Fadila allume une autre cigarette, je vois trembler ses mains.
— Lorsqu’il souhaite nous dire quelque chose, il l’écrit ou le dessine. Du coup, mes parents l’ont enlevé de l’école et il a été placé dans un centre spécialisé.
Choquée, je mets du temps à retrouver le chemin de la parole.
— Je vais aller le voir ! Peut-être que…
Fadila secoue la tête.
— Ce ne serait pas une bonne idée, Tama, me dit-elle. Il serait heureux de te revoir mais ne supporterait pas que tu partes à nouveau. Une autre séparation, ce serait vraiment trop dur… Fatal, peut-être. Mais, tu sais, depuis qu’il passe ses journées dans ce centre, il va mieux. Il progresse, il est sur la bonne voie.
Fadila me considère avec une sorte de désespoir.
— Adina est devenue anorexique, m’avoue-t-elle. Elle ne pèse même pas quarante kilos… Et Émilien continue à faire pipi au lit.
Je ferme les yeux un instant et quand je les rouvre, je vois les larmes couler sur le visage de Fadila.
Cette nuit-là, après le départ de Fadila, j’ai beaucoup pleuré. Je songeais à Vadim, à sa souffrance. Je songeais à cet affreux gâchis.
Les Charandon m’ont sacrifiée, ils ont failli me détruire.

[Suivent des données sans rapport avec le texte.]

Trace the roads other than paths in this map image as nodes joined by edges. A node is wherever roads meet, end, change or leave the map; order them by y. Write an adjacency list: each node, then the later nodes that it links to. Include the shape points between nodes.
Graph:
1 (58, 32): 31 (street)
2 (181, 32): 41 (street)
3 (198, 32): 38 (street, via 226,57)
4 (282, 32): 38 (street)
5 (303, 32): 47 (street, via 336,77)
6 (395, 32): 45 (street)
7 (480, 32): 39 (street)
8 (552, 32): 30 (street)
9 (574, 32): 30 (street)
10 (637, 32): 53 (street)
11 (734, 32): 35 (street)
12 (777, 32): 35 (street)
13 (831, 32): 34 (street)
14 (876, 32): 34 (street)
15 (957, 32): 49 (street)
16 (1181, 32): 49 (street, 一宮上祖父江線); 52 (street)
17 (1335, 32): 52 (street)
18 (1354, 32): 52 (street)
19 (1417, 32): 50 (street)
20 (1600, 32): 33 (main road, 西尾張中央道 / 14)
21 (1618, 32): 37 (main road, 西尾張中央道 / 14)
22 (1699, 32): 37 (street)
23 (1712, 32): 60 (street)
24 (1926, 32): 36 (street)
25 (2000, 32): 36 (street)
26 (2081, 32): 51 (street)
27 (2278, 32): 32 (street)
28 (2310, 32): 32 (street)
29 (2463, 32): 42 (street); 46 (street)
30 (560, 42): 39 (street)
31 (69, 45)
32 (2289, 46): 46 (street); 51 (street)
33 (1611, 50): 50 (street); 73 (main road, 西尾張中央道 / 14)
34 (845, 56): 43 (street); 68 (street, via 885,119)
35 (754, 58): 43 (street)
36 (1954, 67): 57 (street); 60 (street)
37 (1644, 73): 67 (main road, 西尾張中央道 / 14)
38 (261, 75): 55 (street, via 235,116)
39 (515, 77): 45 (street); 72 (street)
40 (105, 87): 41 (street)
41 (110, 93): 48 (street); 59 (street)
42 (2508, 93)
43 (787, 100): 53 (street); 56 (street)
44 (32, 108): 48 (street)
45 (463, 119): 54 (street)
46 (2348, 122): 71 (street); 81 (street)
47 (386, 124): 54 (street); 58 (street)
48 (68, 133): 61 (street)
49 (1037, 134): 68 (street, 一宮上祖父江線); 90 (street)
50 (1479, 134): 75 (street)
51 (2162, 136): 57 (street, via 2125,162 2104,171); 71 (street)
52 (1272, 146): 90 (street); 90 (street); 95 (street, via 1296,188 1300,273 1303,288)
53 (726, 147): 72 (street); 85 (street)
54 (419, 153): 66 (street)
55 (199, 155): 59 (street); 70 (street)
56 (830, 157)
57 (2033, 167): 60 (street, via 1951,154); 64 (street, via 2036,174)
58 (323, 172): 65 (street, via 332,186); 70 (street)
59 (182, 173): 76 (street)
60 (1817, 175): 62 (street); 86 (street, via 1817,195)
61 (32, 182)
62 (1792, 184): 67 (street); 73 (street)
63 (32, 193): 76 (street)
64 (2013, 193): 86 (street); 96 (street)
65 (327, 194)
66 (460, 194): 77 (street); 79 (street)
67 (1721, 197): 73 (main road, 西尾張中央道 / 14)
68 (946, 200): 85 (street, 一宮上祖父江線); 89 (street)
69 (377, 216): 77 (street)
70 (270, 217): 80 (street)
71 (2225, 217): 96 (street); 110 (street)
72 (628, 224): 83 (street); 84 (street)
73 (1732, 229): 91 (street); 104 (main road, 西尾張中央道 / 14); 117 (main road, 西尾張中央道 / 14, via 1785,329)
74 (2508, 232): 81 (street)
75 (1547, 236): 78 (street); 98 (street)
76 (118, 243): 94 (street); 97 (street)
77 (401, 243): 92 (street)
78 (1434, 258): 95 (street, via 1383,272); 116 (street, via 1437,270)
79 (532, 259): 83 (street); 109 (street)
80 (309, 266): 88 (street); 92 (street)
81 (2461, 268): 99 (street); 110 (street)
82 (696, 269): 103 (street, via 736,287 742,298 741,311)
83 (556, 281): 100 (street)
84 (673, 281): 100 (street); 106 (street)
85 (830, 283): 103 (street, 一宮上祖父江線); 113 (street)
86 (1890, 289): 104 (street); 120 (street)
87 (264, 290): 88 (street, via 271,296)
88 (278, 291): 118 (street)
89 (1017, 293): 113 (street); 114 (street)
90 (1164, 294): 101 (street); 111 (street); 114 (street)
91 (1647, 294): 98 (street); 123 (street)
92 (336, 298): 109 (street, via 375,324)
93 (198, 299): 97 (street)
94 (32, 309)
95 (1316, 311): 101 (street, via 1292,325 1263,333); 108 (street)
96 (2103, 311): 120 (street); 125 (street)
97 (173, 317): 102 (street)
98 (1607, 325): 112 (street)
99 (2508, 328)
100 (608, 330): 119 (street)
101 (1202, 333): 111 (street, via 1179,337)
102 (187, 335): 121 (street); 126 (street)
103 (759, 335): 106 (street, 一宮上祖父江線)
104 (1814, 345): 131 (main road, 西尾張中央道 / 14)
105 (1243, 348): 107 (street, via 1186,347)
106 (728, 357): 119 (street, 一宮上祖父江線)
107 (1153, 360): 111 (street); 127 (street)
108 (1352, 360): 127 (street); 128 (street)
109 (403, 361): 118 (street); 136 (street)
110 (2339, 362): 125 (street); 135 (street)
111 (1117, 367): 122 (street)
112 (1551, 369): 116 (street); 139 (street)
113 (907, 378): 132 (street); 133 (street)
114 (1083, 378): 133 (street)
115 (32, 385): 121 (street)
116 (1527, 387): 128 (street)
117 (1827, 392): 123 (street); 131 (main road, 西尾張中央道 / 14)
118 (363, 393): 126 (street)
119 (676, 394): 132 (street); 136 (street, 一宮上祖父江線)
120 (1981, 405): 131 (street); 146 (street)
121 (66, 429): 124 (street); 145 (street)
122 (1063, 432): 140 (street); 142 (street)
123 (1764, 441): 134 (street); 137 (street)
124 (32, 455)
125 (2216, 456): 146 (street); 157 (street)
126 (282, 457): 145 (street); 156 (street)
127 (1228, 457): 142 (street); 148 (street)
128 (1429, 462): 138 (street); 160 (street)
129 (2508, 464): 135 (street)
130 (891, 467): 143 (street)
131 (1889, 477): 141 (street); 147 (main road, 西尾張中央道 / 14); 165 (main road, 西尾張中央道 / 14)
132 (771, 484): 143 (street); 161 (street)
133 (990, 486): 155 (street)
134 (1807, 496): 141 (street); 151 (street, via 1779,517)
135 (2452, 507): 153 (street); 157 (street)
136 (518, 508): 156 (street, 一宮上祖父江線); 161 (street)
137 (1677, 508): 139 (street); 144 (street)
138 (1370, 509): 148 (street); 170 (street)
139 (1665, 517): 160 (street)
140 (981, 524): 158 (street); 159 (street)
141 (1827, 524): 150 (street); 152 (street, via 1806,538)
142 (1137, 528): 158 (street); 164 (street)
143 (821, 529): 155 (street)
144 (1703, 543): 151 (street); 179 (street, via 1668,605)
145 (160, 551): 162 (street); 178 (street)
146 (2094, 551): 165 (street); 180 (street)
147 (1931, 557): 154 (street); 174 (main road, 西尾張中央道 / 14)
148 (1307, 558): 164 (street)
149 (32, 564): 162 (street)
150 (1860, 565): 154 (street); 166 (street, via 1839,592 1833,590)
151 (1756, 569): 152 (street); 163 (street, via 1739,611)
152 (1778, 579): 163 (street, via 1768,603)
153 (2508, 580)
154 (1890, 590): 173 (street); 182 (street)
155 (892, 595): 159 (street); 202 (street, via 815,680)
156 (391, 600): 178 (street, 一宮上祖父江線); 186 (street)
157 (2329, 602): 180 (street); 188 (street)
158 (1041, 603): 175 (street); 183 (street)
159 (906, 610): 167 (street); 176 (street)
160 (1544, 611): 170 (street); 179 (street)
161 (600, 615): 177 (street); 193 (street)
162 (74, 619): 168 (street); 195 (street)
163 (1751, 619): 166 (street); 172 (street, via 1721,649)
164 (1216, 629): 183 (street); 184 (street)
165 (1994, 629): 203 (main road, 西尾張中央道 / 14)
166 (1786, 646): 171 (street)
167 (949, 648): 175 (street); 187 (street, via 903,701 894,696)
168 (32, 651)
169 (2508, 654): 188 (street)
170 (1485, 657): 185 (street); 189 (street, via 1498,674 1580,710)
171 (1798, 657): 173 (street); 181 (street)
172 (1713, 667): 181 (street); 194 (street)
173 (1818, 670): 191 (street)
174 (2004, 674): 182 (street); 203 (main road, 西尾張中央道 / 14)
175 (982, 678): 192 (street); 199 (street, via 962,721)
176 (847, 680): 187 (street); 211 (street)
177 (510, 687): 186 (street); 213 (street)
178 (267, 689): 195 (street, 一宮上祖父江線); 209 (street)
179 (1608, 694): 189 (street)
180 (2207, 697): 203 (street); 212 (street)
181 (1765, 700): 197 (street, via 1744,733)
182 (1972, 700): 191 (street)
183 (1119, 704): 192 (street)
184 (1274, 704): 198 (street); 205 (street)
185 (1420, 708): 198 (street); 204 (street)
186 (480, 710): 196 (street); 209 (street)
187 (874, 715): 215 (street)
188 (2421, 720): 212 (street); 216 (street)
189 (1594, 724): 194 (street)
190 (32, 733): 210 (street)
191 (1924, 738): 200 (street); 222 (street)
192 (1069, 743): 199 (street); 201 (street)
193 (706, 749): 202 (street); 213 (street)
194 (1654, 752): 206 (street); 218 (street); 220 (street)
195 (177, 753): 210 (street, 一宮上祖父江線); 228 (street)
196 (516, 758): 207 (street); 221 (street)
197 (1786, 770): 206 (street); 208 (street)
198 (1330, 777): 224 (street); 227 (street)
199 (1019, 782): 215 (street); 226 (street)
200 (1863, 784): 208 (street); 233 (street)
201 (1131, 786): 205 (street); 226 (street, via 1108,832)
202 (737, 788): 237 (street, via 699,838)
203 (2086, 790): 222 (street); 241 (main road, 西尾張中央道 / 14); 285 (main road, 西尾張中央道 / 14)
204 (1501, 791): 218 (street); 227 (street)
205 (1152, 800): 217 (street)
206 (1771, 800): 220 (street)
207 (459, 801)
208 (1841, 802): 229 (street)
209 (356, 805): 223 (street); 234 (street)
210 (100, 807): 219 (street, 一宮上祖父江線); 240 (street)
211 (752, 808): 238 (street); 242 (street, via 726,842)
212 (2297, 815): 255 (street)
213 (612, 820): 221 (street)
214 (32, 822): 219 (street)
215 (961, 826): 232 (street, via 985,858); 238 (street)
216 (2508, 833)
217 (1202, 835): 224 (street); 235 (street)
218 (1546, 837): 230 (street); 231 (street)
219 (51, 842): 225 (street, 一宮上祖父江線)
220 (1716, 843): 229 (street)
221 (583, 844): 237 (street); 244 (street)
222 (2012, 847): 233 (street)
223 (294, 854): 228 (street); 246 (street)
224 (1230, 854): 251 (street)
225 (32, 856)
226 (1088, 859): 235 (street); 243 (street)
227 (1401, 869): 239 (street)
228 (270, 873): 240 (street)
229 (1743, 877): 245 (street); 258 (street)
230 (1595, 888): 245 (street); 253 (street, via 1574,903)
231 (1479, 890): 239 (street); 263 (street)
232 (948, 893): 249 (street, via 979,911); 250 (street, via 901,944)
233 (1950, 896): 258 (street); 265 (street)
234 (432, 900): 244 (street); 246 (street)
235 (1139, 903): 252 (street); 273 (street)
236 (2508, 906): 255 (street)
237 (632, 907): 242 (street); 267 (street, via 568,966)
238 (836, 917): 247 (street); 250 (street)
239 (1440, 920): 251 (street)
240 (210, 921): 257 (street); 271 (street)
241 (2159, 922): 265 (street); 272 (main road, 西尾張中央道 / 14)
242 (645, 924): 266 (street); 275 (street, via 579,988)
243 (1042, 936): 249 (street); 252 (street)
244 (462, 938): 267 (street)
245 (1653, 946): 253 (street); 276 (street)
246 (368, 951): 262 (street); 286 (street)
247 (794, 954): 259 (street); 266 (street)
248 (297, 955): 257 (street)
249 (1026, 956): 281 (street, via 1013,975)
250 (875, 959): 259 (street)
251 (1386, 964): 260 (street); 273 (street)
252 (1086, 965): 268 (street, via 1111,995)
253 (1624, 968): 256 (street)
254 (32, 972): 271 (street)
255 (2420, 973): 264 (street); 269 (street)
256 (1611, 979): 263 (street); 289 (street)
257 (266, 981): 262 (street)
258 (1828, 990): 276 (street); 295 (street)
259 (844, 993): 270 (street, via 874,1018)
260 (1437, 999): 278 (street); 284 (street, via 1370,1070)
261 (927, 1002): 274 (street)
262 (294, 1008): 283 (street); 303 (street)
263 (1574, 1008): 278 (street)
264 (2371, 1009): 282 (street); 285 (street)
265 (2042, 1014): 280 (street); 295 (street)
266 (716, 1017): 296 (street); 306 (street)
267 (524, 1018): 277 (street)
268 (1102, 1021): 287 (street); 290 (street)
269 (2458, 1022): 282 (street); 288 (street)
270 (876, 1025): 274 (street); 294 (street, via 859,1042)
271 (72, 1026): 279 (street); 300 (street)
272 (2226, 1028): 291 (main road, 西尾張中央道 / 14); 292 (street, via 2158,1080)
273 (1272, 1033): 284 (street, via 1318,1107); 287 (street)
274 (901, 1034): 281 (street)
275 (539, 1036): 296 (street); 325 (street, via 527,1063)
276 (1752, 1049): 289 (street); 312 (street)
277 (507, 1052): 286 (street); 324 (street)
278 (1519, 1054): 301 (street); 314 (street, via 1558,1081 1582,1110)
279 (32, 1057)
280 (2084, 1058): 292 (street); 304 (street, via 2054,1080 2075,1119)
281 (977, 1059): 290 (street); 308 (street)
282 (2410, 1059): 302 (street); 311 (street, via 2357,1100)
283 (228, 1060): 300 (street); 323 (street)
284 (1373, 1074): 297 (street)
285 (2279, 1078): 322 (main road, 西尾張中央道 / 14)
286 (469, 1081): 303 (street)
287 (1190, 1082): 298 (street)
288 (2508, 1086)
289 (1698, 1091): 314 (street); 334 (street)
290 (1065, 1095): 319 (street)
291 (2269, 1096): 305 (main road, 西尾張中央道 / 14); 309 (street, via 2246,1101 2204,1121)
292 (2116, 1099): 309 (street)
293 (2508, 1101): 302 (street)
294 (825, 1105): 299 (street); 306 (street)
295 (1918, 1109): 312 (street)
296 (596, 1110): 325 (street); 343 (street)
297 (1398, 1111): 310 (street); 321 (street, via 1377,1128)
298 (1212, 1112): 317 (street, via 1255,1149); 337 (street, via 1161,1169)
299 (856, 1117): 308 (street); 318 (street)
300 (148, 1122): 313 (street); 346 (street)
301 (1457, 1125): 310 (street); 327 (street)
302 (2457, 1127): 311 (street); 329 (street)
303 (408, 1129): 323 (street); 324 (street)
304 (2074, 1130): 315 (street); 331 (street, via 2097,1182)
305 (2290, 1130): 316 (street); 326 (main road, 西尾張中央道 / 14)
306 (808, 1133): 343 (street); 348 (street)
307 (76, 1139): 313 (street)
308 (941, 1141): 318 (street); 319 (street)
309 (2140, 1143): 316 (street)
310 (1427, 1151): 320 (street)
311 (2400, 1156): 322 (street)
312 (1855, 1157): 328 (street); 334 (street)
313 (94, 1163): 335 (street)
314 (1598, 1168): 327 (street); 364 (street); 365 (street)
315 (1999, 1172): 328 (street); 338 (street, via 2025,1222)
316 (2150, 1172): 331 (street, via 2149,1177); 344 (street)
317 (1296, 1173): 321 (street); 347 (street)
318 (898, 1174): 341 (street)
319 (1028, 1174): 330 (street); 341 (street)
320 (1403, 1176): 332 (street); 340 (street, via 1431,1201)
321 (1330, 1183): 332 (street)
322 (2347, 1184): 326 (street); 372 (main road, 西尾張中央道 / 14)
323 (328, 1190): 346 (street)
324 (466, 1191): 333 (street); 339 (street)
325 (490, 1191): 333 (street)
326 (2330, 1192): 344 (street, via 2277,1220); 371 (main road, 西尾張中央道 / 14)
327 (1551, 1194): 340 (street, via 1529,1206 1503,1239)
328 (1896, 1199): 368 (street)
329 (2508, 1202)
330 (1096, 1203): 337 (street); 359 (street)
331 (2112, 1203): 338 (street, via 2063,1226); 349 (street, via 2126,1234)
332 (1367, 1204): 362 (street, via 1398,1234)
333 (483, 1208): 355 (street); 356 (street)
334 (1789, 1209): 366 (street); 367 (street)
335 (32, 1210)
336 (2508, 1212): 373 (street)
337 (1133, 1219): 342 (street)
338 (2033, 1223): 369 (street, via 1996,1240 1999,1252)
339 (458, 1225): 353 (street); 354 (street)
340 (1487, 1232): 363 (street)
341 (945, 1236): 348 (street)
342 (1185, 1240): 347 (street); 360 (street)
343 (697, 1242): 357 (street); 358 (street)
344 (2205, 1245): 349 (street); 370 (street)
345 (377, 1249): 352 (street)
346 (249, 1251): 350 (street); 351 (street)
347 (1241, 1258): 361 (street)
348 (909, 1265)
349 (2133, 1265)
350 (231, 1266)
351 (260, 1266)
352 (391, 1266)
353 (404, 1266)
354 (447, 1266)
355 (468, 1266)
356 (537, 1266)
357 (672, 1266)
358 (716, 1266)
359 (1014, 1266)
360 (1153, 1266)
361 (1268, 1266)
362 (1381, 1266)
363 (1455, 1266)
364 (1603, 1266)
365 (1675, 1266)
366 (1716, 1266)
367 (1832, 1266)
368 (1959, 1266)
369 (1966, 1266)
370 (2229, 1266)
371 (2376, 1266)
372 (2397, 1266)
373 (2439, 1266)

Mais ils ont surtout réussi à détruire leurs propres enfants.
* * *
La semaine dernière, j’ai eu seize ans. Pour fêter ça, Izri m’a invitée dans un restaurant étoilé, un endroit très chic où je ne me sentais pas spécialement à l’aise. Mais ça m’a fait plaisir qu’il y pense et me réserve sa soirée.
Car depuis quelques semaines, Iz va mal. Il force sur la bouteille autant que sur la cocaïne et refuse de me dire ce qui le rend si nerveux. Je crois qu’il s’est disputé avec Manu, que leur clan va mal, qu’il est en train de se disloquer.
J’essaie de le soutenir, autant que je peux. Ceci dit, vu qu’il ne veut pas me parler de ses affaires , j’ai bien du mal à le conseiller. De toute façon, ce n’est pas moi, la petite bonniche, qui vais pouvoir l’aider. Je ne suis pas très qualifiée en braquages et autres actes délictueux !
Il est 10 heures et je le trouve assis sur la terrasse, une bière à la main.
— Je vais faire quelques courses… Tu m’accompagnes ?
Il lève sur moi un regard tendu et pose sa bière sur la table. Puis il retourne à l’intérieur, s’habille et prend la clef de la voiture.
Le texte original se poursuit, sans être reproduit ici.